I always always want what's best for him. How can what is best sometimes hurt so much?
For now I can't deny or control my feelings so I feel them. Entertain the uncomfortable bastards. I can control my behavior. I will not not rent a car and wear a wig and drive by his school at recess eleventy-hundred times a day. 

I think parenthood is a mixture of holding on and letting go. Teaching them to grow and letting them grow all on their own then. Of doing and letting them do. Teaching them- and learning from them. It's crazy- the gauntlet of feelings we feel every day. Fear, joy, anger, frustration, pain, joy so big it flies out or your heart and can make you cry.

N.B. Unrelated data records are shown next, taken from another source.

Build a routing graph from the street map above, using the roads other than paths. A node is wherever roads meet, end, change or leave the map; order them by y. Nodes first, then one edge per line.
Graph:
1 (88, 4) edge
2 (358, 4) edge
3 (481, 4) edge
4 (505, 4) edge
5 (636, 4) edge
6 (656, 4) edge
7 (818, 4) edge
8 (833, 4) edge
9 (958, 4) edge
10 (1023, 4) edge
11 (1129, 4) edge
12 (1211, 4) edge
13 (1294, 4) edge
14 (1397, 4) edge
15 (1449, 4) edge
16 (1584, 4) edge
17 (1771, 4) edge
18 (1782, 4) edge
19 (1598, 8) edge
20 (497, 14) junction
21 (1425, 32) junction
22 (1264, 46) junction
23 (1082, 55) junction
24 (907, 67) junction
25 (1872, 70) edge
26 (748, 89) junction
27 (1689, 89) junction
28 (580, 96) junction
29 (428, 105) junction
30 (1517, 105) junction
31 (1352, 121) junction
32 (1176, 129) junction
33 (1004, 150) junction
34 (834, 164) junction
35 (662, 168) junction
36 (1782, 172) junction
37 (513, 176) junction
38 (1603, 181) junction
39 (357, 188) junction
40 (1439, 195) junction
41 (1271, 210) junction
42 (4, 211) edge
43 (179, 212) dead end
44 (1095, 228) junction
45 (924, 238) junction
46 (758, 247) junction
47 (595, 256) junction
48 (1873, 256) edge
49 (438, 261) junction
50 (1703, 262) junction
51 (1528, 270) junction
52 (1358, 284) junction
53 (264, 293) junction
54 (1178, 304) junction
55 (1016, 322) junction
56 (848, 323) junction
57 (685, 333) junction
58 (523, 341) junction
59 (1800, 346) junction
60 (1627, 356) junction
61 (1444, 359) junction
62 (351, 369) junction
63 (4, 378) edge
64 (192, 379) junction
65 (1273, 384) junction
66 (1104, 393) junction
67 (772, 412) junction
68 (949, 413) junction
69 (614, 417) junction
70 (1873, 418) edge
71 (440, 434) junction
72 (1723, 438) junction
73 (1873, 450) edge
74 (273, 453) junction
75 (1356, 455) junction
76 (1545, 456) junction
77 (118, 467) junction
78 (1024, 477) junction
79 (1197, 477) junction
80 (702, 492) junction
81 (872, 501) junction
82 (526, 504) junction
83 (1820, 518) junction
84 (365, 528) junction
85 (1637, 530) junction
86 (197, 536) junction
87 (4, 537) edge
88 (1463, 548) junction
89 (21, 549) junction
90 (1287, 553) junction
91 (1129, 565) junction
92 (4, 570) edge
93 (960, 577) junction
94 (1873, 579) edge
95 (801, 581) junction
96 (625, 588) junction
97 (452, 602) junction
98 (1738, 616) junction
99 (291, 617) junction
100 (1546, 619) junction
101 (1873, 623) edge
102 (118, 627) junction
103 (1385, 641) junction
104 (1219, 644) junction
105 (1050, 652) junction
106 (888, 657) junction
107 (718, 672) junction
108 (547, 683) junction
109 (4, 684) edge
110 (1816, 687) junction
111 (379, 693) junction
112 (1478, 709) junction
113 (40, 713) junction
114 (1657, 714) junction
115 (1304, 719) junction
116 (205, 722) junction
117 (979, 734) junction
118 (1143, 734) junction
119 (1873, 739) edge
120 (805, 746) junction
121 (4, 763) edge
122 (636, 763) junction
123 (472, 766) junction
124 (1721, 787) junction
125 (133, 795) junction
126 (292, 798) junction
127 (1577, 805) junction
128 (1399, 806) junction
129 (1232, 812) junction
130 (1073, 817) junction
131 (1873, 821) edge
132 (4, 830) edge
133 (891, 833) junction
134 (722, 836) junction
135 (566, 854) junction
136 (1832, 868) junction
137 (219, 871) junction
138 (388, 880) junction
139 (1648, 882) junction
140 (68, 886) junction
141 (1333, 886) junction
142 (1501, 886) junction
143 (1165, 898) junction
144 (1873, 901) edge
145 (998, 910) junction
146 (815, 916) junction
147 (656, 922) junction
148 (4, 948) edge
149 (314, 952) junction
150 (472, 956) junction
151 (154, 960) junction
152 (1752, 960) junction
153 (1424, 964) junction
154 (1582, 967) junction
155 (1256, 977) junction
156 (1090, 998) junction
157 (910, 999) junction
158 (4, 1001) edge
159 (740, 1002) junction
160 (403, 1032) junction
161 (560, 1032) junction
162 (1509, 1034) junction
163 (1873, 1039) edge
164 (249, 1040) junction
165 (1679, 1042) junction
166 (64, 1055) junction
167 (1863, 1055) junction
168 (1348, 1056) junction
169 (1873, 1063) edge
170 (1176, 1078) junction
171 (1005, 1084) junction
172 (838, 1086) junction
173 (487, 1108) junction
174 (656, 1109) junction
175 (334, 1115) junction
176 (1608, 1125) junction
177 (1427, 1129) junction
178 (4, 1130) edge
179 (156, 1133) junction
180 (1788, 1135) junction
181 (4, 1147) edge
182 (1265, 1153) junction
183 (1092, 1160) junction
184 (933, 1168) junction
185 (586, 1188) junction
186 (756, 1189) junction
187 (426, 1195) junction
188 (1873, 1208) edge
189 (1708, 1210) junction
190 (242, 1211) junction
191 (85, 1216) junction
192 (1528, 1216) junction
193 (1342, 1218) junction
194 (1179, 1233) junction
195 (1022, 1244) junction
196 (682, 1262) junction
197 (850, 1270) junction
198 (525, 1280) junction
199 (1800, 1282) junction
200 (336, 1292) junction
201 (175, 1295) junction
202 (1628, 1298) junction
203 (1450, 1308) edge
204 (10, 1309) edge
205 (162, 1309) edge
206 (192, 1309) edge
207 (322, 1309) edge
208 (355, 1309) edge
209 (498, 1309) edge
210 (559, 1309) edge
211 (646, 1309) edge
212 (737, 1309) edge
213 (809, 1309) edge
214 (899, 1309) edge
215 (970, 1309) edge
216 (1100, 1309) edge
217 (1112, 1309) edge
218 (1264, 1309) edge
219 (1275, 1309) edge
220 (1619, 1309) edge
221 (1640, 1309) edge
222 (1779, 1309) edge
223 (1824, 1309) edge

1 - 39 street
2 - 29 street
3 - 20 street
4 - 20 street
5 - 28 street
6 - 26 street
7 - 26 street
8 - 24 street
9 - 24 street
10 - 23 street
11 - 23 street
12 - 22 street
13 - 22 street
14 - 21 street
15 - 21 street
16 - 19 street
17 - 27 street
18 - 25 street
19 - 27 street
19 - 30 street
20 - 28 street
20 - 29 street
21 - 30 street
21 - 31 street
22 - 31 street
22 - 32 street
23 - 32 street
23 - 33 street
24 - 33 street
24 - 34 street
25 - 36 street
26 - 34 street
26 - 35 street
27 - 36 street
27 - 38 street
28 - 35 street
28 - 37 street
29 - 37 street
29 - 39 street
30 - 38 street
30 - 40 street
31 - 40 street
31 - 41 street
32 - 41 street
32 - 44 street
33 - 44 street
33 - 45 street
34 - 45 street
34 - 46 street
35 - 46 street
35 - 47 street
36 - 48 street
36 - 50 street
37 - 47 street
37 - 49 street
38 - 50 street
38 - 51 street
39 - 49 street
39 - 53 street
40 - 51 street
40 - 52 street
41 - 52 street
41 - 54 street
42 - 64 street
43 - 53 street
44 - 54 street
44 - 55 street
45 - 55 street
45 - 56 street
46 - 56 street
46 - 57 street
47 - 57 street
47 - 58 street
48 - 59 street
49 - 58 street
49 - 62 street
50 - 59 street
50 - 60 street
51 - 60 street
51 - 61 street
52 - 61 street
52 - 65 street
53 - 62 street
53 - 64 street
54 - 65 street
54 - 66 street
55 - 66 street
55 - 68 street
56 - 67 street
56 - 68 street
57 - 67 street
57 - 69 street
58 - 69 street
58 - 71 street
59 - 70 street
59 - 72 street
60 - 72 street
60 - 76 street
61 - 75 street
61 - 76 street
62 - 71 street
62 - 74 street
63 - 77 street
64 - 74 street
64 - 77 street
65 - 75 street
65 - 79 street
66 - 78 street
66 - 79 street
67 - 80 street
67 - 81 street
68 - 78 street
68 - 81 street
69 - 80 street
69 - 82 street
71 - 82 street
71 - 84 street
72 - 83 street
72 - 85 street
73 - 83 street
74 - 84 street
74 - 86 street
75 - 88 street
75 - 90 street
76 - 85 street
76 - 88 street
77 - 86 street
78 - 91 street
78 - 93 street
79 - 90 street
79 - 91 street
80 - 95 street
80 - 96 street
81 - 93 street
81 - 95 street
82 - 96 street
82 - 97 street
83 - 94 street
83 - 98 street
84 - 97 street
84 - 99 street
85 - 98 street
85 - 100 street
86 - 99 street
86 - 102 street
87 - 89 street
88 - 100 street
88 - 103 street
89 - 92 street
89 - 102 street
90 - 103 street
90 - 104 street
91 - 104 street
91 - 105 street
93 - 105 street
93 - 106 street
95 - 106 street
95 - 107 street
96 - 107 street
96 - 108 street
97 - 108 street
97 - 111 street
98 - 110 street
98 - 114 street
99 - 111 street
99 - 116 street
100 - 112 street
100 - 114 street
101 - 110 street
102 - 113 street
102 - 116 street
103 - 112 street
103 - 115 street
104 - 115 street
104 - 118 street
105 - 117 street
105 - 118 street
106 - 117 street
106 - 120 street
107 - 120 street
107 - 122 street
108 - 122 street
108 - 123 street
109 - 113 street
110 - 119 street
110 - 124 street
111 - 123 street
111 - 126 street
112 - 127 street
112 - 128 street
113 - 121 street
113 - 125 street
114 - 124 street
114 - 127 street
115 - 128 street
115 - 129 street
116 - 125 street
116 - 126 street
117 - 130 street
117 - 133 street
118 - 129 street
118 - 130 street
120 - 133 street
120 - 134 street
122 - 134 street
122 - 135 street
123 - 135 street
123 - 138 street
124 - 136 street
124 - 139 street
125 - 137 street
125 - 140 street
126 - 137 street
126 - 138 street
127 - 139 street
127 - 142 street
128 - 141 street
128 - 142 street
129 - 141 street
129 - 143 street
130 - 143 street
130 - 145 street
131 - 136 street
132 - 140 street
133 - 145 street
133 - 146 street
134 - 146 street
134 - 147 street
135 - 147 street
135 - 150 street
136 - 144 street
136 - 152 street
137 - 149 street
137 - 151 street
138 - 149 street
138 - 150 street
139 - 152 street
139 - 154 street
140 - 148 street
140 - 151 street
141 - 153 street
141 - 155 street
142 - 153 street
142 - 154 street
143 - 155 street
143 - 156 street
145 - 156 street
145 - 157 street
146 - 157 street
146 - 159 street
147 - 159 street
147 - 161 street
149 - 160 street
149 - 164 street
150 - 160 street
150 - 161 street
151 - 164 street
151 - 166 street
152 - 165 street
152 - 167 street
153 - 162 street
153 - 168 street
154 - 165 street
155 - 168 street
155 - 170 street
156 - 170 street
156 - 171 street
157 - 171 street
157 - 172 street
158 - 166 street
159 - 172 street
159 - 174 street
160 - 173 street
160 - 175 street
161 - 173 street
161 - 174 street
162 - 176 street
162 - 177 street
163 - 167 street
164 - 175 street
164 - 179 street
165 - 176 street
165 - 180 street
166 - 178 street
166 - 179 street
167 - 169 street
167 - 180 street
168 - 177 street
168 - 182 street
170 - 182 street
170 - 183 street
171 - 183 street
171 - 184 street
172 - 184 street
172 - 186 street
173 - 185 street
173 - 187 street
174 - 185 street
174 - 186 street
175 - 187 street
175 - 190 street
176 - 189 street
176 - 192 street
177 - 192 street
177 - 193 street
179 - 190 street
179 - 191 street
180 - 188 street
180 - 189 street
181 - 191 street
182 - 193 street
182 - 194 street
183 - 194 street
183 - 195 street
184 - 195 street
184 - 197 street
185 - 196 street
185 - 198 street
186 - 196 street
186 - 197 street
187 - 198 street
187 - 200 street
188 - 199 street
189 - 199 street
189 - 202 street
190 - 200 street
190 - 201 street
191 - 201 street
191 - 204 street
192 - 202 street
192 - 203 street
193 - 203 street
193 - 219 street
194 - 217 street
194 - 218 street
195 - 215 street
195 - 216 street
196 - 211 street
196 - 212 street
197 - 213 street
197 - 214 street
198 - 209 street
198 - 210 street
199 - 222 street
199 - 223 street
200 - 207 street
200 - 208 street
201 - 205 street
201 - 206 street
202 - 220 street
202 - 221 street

The funny thing is- watching him grow and adapt and let go of me, is helping to show me the way. 


  1. Hi again Kelly!
    I've only commented on your blog once before, but I wanted to let you know that this post is beautiful.

  2. I understand how you feel, I am letting go but I don't think I'll ever be OK with it or very good at it. Our youngest has just turned 7, I don't know where the years have gone! I'm the one forever mourning the end of the school holidays.

  3. This is beautiful and so true. My daughter is starting 1st grade too and while it is tough she can come home and excitedly tell me about her day. My 4 year old is starting pre-k and I think that hurts more because I rely so much on pieces of paper to tell me how his day was. I can't wait until he can...but in the meantime I just feel lost. Hugs.